Далее. Надо же было им отрапортовать о принятых мерах. И тогда приняли решение отправить меня на отсидку в МИД. Это называлось - "действующий резерв".

Ссылка продолжалась больше года. Ну, ты скажи, можешь ты меня представить на чиновничьей работе? Вот... Я там старался поменьше появляться. Зато к Андропову приходил регулярно: "За что вы меня так?" Председатель тоже глаза отводил: "Потерпи еще немного, так надо".

Через год я поставил вопрос ребром: "Или увольняйте меня из разведки или дайте дело". Вот так стал резидентом в Риме. И пробыл там целых шесть лет.

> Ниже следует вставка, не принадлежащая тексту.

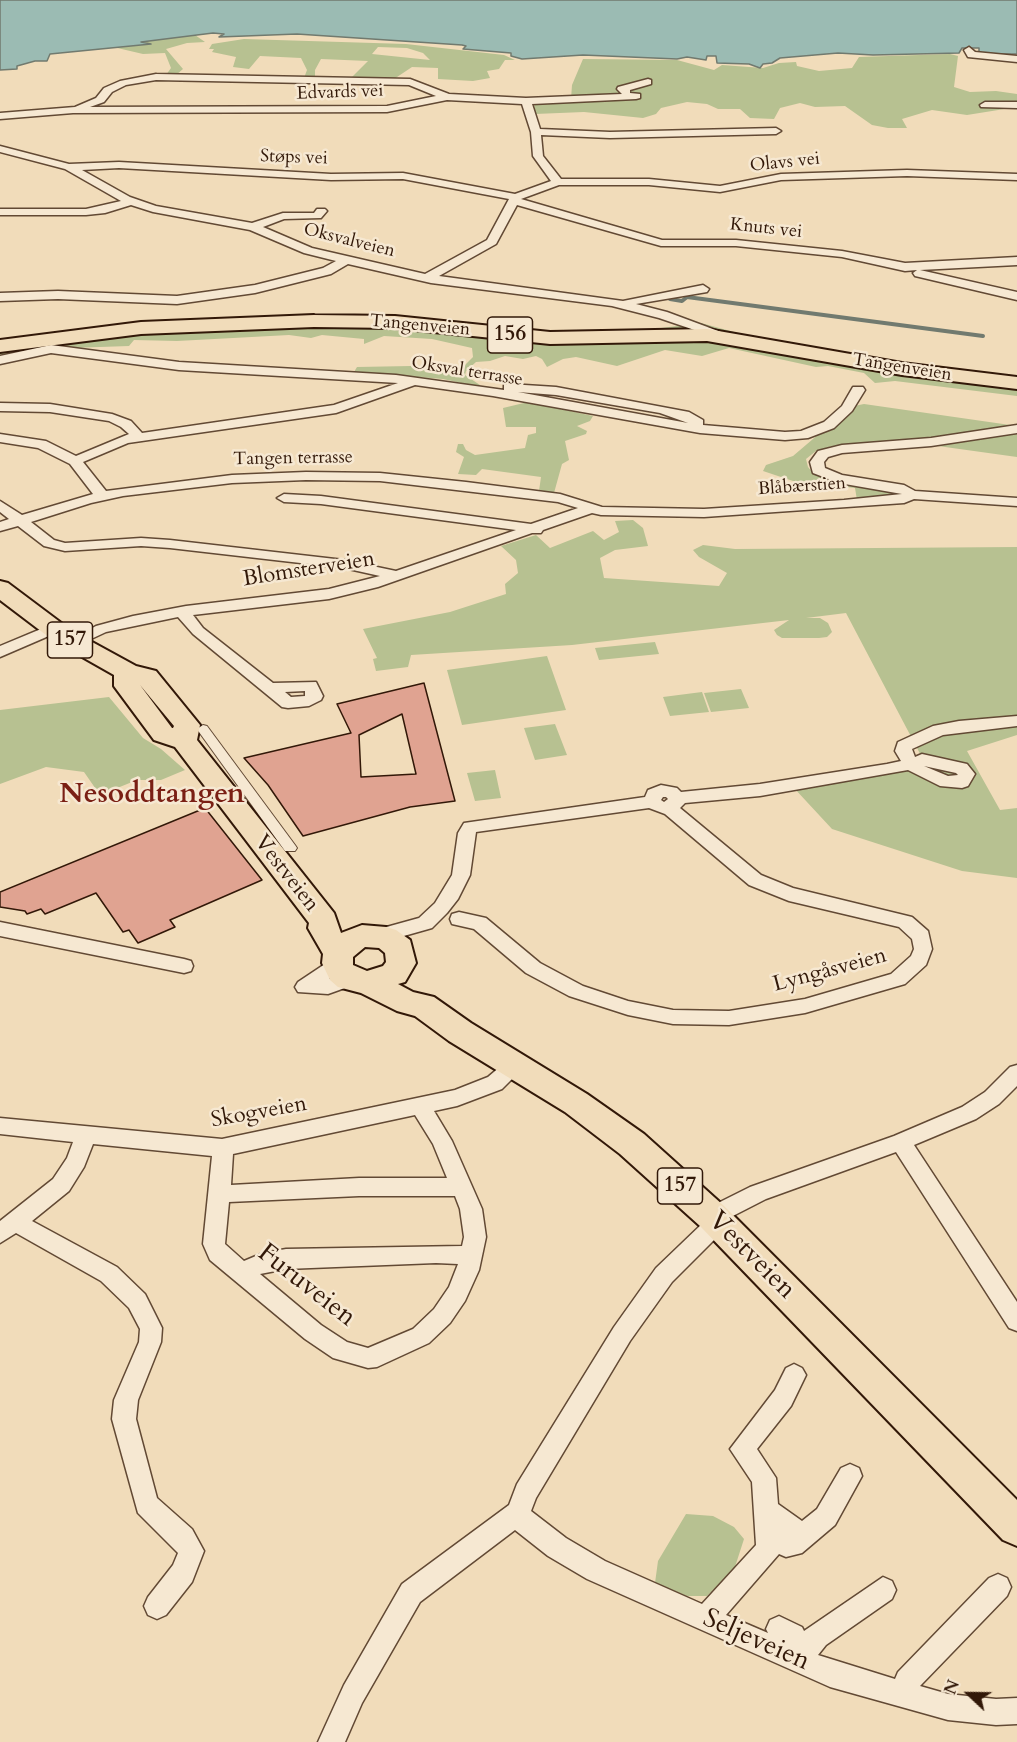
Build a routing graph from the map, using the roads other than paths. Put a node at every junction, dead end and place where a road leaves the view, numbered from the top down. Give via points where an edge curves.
1 (969, 50) dead end
2 (1017, 58) edge
3 (648, 82) dead end
4 (447, 97) junction
5 (526, 101) junction
6 (985, 105) dead end
7 (1017, 105) edge
8 (387, 109) junction
9 (73, 110) junction
10 (40, 113) junction
11 (0, 116) edge
12 (346, 118) dead end
13 (83, 120) dead end
14 (776, 131) dead end
15 (536, 132) junction
16 (0, 149) edge
17 (69, 167) junction
18 (1017, 177) edge
19 (558, 182) junction
20 (516, 199) junction
21 (131, 201) junction
22 (321, 211) dead end
23 (0, 212) edge
24 (253, 227) junction
25 (347, 259) junction
26 (1017, 261) edge
27 (901, 266) junction
28 (427, 278) junction
29 (703, 288) dead end
30 (1017, 296) edge
31 (0, 297) edge
32 (624, 304) junction
33 (674, 327) junction
34 (50, 344) junction
35 (0, 346) edge
36 (0, 360) edge
37 (412, 381) junction
38 (1017, 383) edge
39 (858, 390) dead end
40 (0, 406) edge
41 (1017, 429) edge
42 (138, 436) junction
43 (0, 438) edge
44 (75, 460) junction
45 (911, 495) junction
46 (102, 496) junction
47 (284, 498) dead end
48 (1017, 502) edge
49 (0, 505) edge
50 (589, 509) junction
51 (20, 520) junction
52 (0, 527) edge
53 (536, 530) junction
54 (400, 577) junction
55 (0, 588) edge
56 (182, 612) junction
57 (52, 629) junction
58 (81, 646) junction
59 (0, 652) edge
60 (270, 688) dead end
61 (1017, 721) edge
62 (194, 735) junction
63 (666, 802) junction
64 (290, 848) dead end
65 (459, 919) dead end
66 (324, 921) junction
67 (425, 923) junction
68 (0, 929) edge
69 (371, 936) junction
70 (401, 960) junction
71 (184, 966) dead end
72 (348, 970) junction
73 (423, 1005) junction
74 (515, 1066) junction
75 (1017, 1073) edge
76 (421, 1107) junction
77 (0, 1126) edge
78 (85, 1135) junction
79 (901, 1142) junction
80 (222, 1148) junction
81 (461, 1186) junction
82 (220, 1194) junction
83 (715, 1219) junction
84 (8, 1228) edge
85 (470, 1259) junction
86 (242, 1272) junction
87 (1017, 1321) edge
88 (794, 1375) dead end
89 (850, 1476) dead end
90 (766, 1510) junction
91 (518, 1513) junction
92 (1017, 1527) edge
93 (793, 1544) junction
94 (769, 1549) junction
95 (998, 1587) dead end
96 (883, 1590) dead end
97 (157, 1606) dead end
98 (705, 1619) junction
99 (779, 1629) dead end
100 (798, 1659) junction
101 (902, 1695) junction
102 (1017, 1711) edge
103 (331, 1742) edge

1 - 2 street via 971,55
3 - 5 street, Edvards vei via 622,89 634,97
4 - 5 street, Edvards vei
4 - 8 street, Edvards vei
4 - 9 street via 410,82 156,76 123,83 108,90 100,100
5 - 15 street
6 - 7 street
8 - 9 street, Edvards vei
8 - 12 street
9 - 10 street, Edvards vei
10 - 11 street, Edvards vei
10 - 13 street
14 - 15 street via 594,135
15 - 19 street via 538,156
16 - 17 street, Oksvalveien
17 - 20 street, Støps vei via 119,165 331,177 403,176
17 - 21 street, Oksvalveien
18 - 19 street, Olavs vei via 907,173 781,177 720,189 649,182
19 - 20 street, Olavs vei
20 - 27 street, Knuts vei via 648,241 727,242 842,254
20 - 28 street via 492,242
21 - 23 street via 86,212
21 - 24 street, Oksvalveien via 153,209
22 - 24 street via 317,216 283,216
24 - 25 street, Oksvalveien via 308,251
25 - 28 street, Oksvalveien
25 - 31 street via 327,271 301,278 177,300
26 - 27 street, Knuts vei
27 - 30 street
28 - 32 street, Oksvalveien
29 - 32 street
32 - 33 street, Oksvalveien
33 - 34 main road, Tangenveien / 156 via 565,339 409,322 314,321 130,329
33 - 38 main road, Tangenveien / 156 via 891,367
34 - 35 main road, Tangenveien / 156
34 - 36 street, Oksval terrasse
34 - 37 street, Oksval terrasse via 179,366
37 - 39 street, Oksval terrasse via 493,392 520,387 580,395 681,414 694,419 700,429 803,435 836,420
37 - 42 street via 336,409
40 - 42 street via 50,408 112,418 126,424
41 - 45 street via 931,442 842,449 823,454 817,462 818,470 839,479 904,489
42 - 44 street
43 - 44 street via 41,444
44 - 46 street
45 - 48 street, Blåbærstien
45 - 50 street, Blåbærstien via 904,499 704,513
46 - 50 street, Tangen terrasse via 232,480 380,477 533,494 576,501
46 - 51 street, Tangen terrasse
47 - 53 street
49 - 51 street
50 - 53 street, Blomsterveien
51 - 52 street, Tangen terrasse
51 - 54 street via 49,543 65,547 160,543 344,564
53 - 54 street, Blomsterveien
54 - 56 street, Blomsterveien via 329,594
55 - 57 main road, Vestveien / 157
56 - 58 street, Blomsterveien via 120,625
56 - 60 street via 198,631
57 - 58 main road, Vestveien / 157
57 - 59 street
58 - 62 main road, Vestveien / 157 via 127,672 127,686 163,734
61 - 63 street via 959,726 910,741 903,751 911,764
62 - 64 street
62 - 66 main road, Vestveien / 157
63 - 65 street, Lyngåsveien via 754,880 789,894 905,922 921,936 923,950 919,960 898,979 805,1006 729,1018 673,1017 576,991 533,968 479,923
63 - 67 street via 470,828 457,884
66 - 69 main road, Vestveien / 157
66 - 72 main road, Vestveien / 157 via 323,928
67 - 69 street
67 - 70 street via 425,931
68 - 71 street
69 - 70 main road, 157 via 395,943
69 - 72 main road via 348,942
70 - 72 main road via 387,979
70 - 73 main road, Vestveien / 157
72 - 73 main road, Vestveien / 157 via 408,1003
73 - 74 main road, Vestveien / 157
74 - 76 street, Skogveien via 480,1091
74 - 83 main road, Vestveien / 157 via 576,1103 632,1144
75 - 79 street via 992,1098 969,1113
76 - 80 street, Skogveien
76 - 81 street, Furuveien
77 - 78 street, Skogveien
78 - 80 street, Skogveien
78 - 84 street via 77,1161 61,1185
79 - 83 street via 758,1193
79 - 87 street
80 - 82 street, Furuveien
81 - 82 street
81 - 85 street, Furuveien via 471,1209 475,1237
82 - 86 street, Furuveien via 214,1244
83 - 91 street via 664,1275 622,1334 526,1492
83 - 92 main road, Vestveien / 157
84 - 97 street via 109,1274 137,1301 151,1328 150,1342 126,1400 124,1419 147,1505 183,1538 190,1551 183,1573
85 - 86 street via 426,1254 286,1259
85 - 86 street, Furuveien via 458,1294 431,1327 407,1344 368,1358 341,1351 313,1332
88 - 90 street via 783,1398 742,1449 764,1478
89 - 93 street via 826,1517
90 - 93 street via 793,1529
90 - 94 street
91 - 98 street, Seljeveien via 526,1524 557,1547 596,1570
91 - 103 street via 411,1593 353,1694
93 - 94 street
94 - 98 street
95 - 101 street via 907,1682
96 - 100 street via 817,1636
98 - 100 street, Seljeveien
99 - 100 street via 793,1636
100 - 101 street, Seljeveien via 830,1674
101 - 102 street, Seljeveien via 948,1707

Я, конечно, сознавал, что по возвращении в Москву никакая должность мне не светит. Так и было. Отправили "под крышу" в Госплан, там был наш отдел. Вот и стал я его начальником. А в 88-м вызывает меня Крючков: пора вам на покой. Ни спасибо, ни благодарности за службу. Как будто ничего не было.

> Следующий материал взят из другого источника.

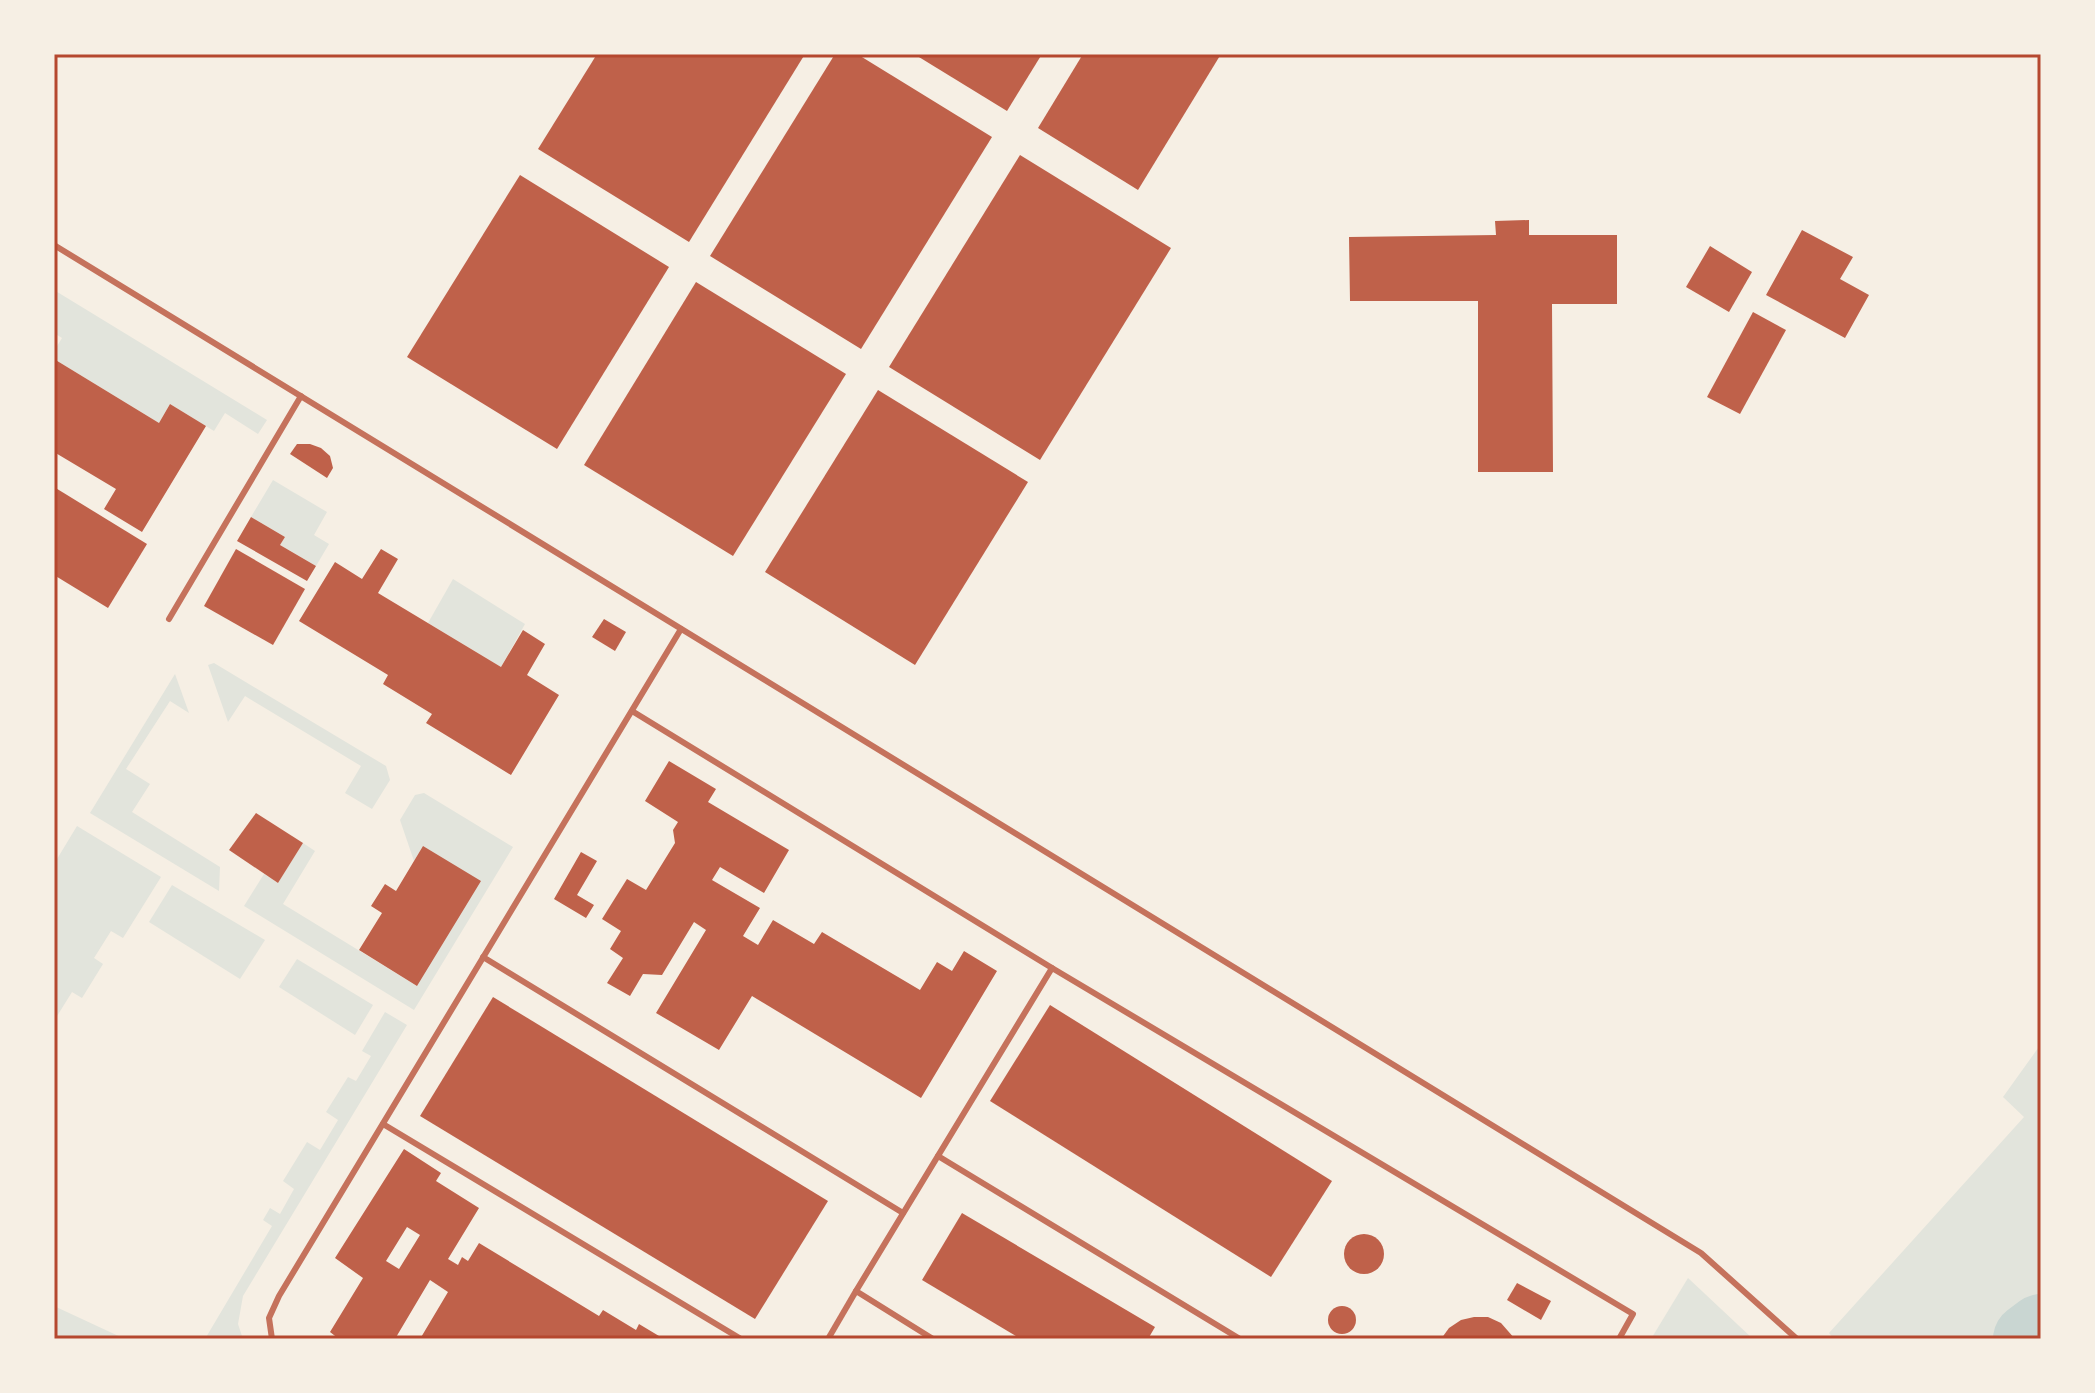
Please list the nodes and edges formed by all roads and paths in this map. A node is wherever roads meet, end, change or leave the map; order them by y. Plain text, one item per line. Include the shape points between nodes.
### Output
1 (54, 245) edge
2 (301, 396) junction
3 (169, 619) dead end
4 (681, 629) junction
5 (632, 711) junction
6 (483, 957) junction
7 (1052, 968) junction
8 (383, 1124) junction
9 (938, 1156) junction
10 (903, 1213) junction
11 (856, 1291) junction
12 (272, 1339) edge
13 (741, 1339) edge
14 (828, 1339) edge
15 (933, 1339) edge
16 (1240, 1339) edge
17 (1619, 1339) edge
18 (1797, 1339) edge

1 - 2 lane
2 - 3 lane
2 - 4 lane
4 - 5 lane
4 - 18 lane via 1701,1253
5 - 6 lane
5 - 7 lane
6 - 8 lane
6 - 10 lane
7 - 9 lane
7 - 17 lane via 1633,1314
8 - 12 lane via 279,1296 269,1318
8 - 13 lane
9 - 10 lane
9 - 16 lane
10 - 11 lane
11 - 14 lane
11 - 15 lane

Большой иезуит. Прямо Макиавелли. Помню, еще в бытность заместителем начальника ПГУ в 73-м он приехал к нам в Нью-Йорк. Закончил визит, стали прощаться. Сцена эта происходила в нашем подземном гараже, был там еще мой зам. И что ты думаешь? Крючков нас напоследок расцеловал. А? Как тебе это?

- Высший пилотаж! - искренне восхитился я. - Поэтому он и сделал такую карьеру. Вообще мне кажется, вы до сих пор живете с обидой в сердце?

- Это правда, - как-то обреченно согласился генерал. - Я это признаю. Не могу ему простить то, что с разведкой он сотворил.

- А что он с ней сотворил?

- Он перенес из ЦК в "лес" самые замшелые номенклатурные нравы. Прежде у нас никогда не было такого количества сплетен, подсиживаний, такой грязи. Он этим жил и умело дирижировал такими вещами. Натравливал людей друг на друга, создавал т.н. "хунты" и их тоже стравливал. Некоторые сотрудники быстро смекнули, что к чему, и стали подпитывать Крючкова тем, чего он хотел. То есть сплетнями, слухами... А он такое всячески приветствовал и вознаграждал. Интриги, подковерные маневры были его стихией.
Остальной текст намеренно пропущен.